What you need to do: Return the count of lines in the records that include the string "SkPaint", and nothing besides it.

Stored items:
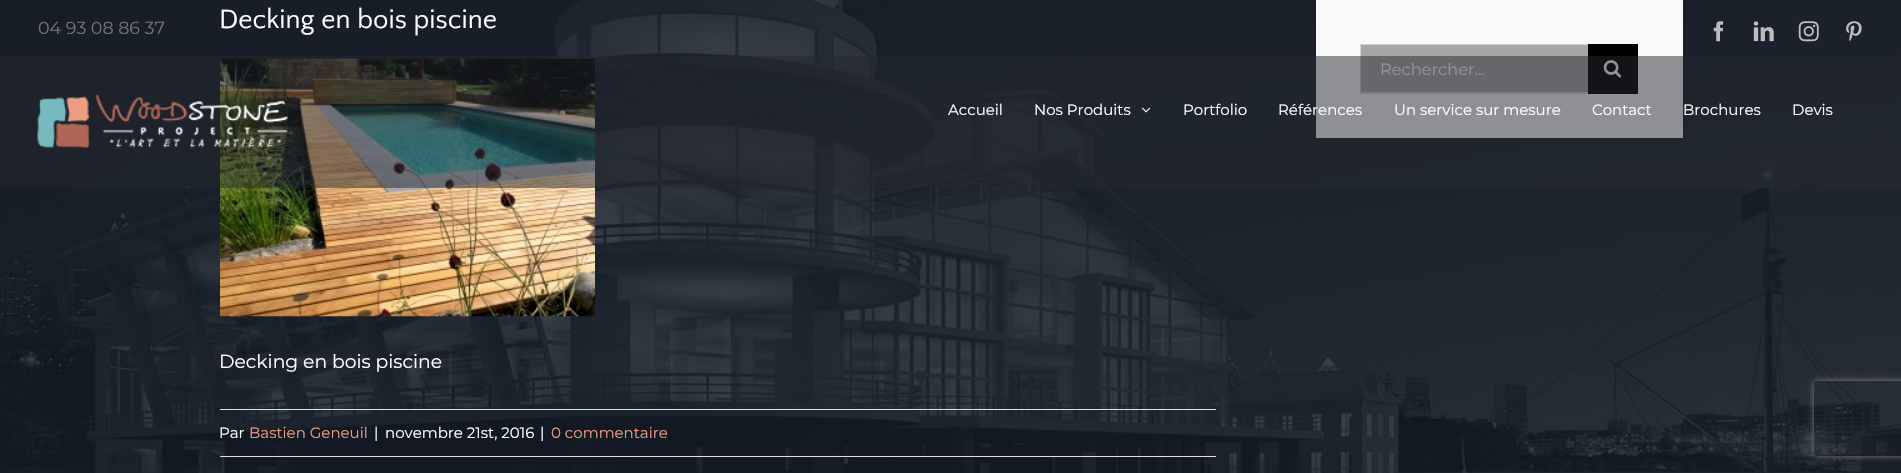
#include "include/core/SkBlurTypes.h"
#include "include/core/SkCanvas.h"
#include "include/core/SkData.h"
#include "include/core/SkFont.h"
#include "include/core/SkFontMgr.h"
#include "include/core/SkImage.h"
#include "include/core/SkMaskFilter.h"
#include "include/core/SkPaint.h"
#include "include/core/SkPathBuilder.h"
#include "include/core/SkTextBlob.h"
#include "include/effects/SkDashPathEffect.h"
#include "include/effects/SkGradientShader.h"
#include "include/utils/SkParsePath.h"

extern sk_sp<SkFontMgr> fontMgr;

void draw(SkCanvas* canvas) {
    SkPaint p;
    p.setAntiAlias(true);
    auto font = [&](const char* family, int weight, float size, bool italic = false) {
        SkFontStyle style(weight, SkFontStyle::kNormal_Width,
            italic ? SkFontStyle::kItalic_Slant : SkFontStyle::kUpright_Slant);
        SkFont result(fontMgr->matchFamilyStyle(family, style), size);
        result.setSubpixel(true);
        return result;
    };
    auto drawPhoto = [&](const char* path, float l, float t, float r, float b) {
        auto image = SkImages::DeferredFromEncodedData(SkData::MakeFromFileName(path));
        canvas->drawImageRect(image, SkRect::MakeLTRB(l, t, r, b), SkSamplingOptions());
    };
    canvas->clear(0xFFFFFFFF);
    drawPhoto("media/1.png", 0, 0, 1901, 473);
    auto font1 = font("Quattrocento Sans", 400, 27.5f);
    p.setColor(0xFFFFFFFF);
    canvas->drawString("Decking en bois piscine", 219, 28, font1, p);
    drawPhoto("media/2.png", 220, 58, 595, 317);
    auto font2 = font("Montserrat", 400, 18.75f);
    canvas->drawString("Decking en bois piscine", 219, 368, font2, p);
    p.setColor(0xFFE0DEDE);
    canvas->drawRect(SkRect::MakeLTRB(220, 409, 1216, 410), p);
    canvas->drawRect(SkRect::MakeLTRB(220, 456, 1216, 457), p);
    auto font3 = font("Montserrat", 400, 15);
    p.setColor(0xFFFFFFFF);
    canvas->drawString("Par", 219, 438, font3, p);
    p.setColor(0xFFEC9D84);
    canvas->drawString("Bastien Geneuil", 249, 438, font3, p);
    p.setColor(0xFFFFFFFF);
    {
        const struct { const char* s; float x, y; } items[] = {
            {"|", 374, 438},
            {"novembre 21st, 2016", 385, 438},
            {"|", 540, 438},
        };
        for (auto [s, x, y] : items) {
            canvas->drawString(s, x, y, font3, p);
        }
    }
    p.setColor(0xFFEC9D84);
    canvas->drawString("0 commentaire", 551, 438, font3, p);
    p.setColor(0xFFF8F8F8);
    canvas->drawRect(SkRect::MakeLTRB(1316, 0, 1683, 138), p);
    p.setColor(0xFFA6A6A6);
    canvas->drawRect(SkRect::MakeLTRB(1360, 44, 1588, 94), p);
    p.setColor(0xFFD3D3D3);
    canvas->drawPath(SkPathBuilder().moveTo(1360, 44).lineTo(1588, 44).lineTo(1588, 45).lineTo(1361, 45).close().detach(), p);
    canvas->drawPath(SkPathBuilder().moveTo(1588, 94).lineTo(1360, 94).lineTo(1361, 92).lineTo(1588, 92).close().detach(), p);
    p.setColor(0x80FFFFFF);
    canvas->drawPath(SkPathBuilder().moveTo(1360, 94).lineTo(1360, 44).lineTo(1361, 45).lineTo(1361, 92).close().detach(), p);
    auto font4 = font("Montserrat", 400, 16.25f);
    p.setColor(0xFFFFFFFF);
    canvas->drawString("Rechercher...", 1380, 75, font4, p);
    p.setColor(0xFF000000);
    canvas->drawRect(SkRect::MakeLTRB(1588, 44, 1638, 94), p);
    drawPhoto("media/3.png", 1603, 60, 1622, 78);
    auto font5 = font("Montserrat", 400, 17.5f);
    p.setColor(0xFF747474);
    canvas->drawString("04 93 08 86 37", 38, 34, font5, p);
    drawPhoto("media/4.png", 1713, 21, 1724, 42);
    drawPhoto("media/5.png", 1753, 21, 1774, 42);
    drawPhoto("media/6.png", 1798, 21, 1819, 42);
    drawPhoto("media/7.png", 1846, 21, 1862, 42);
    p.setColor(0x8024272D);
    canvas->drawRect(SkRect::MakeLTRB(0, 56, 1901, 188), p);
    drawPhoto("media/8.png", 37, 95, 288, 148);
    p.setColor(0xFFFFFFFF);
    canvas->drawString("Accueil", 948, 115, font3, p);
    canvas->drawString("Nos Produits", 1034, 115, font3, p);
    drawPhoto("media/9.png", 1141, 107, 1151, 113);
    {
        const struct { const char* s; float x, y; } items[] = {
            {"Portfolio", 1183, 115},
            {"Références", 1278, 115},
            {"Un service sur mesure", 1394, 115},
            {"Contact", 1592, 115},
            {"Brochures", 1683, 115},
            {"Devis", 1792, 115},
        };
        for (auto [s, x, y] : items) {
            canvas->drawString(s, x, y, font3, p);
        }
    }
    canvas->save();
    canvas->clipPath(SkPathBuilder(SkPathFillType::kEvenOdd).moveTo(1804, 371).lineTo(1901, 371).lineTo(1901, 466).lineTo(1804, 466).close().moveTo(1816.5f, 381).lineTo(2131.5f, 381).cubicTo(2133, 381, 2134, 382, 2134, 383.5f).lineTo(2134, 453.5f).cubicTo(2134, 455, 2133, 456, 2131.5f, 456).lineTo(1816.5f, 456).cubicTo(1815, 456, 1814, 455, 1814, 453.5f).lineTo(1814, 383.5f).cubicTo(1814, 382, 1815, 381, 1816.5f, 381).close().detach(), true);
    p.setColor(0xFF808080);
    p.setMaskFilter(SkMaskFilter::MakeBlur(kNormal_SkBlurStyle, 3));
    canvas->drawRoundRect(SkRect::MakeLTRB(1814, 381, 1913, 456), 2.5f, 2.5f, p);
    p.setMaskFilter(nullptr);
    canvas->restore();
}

Response to this task: 2